··· Supplied material
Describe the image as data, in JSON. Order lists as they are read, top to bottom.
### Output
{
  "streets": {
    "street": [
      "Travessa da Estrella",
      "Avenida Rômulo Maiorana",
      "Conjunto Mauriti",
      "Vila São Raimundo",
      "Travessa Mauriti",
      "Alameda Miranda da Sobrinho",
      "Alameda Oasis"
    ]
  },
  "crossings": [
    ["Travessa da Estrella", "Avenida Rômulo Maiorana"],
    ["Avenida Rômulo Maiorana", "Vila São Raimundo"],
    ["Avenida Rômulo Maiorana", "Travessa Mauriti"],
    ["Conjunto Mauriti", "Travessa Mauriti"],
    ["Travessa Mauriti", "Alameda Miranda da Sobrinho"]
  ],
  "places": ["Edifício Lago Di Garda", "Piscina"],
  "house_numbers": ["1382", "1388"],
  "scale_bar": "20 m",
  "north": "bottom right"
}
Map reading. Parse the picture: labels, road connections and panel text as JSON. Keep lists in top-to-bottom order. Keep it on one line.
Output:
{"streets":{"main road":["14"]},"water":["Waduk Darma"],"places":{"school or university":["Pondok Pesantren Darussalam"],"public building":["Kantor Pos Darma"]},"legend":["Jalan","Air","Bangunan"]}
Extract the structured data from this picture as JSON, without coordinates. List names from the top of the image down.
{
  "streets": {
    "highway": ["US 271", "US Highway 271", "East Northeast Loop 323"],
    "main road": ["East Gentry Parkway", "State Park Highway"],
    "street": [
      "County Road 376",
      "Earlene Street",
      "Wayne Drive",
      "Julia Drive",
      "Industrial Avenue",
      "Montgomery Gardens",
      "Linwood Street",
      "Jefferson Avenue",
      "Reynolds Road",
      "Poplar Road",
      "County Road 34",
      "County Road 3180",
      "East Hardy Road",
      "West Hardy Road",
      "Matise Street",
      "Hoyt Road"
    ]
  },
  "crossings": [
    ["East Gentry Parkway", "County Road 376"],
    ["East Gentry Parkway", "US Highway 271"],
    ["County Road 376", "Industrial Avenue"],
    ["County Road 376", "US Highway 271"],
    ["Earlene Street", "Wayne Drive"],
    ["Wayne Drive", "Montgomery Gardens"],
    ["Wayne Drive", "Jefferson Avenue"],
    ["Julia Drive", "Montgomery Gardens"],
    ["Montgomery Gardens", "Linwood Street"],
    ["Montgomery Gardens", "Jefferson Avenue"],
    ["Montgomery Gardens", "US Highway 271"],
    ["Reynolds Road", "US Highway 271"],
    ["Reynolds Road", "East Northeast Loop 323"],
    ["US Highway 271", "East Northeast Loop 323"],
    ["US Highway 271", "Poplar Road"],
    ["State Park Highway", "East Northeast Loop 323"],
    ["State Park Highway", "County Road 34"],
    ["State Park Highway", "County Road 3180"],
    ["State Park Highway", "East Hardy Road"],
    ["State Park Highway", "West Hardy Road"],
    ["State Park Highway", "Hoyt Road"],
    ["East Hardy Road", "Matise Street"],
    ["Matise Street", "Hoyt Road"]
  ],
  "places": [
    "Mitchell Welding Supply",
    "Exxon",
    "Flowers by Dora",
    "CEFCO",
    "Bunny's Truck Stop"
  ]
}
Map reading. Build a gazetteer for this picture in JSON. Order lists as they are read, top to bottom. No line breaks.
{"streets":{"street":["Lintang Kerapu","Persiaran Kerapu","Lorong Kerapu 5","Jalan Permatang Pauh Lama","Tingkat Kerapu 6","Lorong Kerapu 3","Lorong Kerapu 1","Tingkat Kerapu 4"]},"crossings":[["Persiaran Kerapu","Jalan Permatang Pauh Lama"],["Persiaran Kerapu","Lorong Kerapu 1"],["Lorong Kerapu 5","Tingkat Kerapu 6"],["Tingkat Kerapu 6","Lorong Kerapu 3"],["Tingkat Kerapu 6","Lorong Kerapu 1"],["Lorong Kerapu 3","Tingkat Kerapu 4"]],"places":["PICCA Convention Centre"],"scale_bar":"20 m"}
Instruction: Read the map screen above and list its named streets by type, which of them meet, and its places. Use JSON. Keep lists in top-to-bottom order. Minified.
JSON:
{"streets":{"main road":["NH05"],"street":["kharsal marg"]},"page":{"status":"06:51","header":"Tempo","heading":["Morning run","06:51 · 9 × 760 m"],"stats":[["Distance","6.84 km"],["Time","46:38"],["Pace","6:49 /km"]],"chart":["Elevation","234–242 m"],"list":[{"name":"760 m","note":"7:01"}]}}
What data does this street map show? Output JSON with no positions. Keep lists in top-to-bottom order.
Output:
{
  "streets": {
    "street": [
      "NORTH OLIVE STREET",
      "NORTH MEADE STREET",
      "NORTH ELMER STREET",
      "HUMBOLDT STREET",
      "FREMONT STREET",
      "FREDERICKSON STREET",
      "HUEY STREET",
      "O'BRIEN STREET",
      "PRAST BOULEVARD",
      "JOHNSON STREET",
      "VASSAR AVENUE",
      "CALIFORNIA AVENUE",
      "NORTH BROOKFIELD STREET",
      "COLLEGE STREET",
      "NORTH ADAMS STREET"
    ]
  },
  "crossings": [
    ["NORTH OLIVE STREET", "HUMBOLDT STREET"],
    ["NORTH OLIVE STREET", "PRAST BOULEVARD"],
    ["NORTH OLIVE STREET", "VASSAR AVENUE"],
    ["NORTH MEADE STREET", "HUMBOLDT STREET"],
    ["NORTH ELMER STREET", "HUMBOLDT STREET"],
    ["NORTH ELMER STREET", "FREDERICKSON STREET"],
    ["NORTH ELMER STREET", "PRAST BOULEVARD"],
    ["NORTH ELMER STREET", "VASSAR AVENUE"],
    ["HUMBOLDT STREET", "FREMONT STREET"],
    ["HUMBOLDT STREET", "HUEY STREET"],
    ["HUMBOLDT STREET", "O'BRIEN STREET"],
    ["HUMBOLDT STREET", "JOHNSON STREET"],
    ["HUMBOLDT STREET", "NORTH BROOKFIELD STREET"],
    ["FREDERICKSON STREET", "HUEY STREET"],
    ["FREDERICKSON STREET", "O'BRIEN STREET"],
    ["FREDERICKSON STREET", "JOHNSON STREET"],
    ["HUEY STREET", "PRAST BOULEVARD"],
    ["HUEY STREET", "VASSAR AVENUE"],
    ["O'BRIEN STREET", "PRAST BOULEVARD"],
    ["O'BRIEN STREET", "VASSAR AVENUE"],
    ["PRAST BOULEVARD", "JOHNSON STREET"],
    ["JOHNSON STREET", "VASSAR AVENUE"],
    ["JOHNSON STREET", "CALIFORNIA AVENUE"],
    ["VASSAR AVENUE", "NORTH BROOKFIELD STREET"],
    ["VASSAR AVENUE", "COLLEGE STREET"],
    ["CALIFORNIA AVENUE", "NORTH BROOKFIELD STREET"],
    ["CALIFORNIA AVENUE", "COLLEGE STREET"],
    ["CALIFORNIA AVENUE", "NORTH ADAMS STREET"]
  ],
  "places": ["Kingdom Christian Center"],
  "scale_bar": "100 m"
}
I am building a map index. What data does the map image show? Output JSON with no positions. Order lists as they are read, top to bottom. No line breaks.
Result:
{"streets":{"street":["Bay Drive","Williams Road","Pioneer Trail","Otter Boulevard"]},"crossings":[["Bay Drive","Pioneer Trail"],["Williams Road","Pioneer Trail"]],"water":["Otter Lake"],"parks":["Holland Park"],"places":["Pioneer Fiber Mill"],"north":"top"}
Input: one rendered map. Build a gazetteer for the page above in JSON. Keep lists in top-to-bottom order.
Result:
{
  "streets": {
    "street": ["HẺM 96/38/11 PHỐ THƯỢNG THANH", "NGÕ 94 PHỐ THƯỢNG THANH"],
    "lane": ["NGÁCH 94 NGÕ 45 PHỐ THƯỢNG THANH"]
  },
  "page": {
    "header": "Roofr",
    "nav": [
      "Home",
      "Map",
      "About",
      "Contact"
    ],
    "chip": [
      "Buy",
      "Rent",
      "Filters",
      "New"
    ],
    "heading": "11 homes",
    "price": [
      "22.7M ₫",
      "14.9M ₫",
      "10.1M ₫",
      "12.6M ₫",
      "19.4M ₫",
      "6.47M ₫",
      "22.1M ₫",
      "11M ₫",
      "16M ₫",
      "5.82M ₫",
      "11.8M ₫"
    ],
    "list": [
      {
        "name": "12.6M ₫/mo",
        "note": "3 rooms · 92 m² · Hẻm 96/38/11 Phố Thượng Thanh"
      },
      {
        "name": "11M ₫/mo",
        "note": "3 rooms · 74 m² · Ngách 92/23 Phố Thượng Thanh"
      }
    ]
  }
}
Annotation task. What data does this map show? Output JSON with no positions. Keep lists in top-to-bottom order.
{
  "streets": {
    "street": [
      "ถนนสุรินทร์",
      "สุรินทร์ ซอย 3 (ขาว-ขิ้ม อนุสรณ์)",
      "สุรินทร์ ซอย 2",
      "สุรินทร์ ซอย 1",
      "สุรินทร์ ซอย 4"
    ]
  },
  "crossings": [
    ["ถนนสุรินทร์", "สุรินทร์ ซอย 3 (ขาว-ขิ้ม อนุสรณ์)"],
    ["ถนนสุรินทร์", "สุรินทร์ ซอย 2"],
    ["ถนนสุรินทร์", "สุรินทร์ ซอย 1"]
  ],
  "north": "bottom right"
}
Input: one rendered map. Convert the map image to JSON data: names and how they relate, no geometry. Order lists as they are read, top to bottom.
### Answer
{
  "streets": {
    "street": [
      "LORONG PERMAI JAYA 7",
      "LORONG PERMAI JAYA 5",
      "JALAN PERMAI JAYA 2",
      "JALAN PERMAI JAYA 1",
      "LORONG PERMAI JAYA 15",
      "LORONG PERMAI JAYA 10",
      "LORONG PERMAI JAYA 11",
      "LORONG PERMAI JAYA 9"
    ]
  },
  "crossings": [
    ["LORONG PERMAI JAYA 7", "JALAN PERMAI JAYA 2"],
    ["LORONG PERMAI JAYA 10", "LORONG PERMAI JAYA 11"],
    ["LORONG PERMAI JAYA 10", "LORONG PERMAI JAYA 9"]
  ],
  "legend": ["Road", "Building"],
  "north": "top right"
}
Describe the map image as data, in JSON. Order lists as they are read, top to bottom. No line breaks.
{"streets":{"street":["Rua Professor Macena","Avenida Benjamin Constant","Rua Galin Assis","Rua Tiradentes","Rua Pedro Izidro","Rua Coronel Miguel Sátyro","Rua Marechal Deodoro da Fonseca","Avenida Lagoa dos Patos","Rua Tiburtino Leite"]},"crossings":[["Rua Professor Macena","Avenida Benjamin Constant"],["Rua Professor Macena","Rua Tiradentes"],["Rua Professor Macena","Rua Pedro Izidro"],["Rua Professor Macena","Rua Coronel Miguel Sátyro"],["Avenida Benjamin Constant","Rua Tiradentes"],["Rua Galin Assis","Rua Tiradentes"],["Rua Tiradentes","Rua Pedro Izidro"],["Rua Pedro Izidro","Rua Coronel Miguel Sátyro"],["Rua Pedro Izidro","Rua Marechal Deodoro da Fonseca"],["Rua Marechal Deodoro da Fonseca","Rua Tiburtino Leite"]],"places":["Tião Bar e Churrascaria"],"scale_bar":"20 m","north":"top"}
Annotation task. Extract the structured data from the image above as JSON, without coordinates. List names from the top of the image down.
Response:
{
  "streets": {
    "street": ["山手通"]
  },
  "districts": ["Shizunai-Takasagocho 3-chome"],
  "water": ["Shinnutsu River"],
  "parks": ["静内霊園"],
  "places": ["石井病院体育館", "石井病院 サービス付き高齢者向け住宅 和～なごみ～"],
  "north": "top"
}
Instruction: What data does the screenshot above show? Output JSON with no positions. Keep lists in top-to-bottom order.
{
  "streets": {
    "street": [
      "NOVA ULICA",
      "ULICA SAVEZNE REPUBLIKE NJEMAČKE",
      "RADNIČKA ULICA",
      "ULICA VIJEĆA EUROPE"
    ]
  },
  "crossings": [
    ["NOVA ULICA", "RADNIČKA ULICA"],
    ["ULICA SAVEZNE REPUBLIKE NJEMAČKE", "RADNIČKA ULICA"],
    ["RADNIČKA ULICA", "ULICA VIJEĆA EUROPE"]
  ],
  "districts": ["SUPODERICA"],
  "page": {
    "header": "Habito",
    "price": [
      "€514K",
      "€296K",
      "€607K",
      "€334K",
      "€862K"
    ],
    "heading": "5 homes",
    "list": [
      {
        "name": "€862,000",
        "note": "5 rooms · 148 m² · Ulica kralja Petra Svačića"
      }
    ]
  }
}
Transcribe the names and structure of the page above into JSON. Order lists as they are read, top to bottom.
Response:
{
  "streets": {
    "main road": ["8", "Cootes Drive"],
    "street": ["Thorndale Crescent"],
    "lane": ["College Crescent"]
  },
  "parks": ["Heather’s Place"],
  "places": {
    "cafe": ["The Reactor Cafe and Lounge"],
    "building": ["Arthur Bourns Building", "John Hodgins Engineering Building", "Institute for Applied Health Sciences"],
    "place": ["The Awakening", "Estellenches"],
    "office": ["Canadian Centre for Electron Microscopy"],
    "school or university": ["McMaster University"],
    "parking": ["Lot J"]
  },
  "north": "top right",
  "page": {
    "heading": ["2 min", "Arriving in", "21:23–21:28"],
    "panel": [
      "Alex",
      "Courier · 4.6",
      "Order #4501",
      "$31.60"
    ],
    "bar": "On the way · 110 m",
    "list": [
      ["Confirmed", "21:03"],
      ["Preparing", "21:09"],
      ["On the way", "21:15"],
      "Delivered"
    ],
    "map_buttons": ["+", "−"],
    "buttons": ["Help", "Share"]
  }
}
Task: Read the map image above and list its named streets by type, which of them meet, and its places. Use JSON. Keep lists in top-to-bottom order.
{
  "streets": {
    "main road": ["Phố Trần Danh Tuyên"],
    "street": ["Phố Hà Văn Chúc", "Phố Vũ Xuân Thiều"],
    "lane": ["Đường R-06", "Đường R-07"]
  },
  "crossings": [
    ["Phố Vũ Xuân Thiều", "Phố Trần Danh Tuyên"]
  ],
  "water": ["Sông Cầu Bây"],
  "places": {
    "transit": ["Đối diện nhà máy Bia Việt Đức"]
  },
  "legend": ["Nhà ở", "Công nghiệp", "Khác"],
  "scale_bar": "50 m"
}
······
Your instructions:
Each line of the records that holds the word "Input" should be copied out.

Task response:
Input: one rendered map. Build a gazetteer for the page above in JSON. Keep lists in top-to-bottom order.
Input: one rendered map. Convert the map image to JSON data: names and how they relate, no geometry. Order lists as they are read, top to bottom.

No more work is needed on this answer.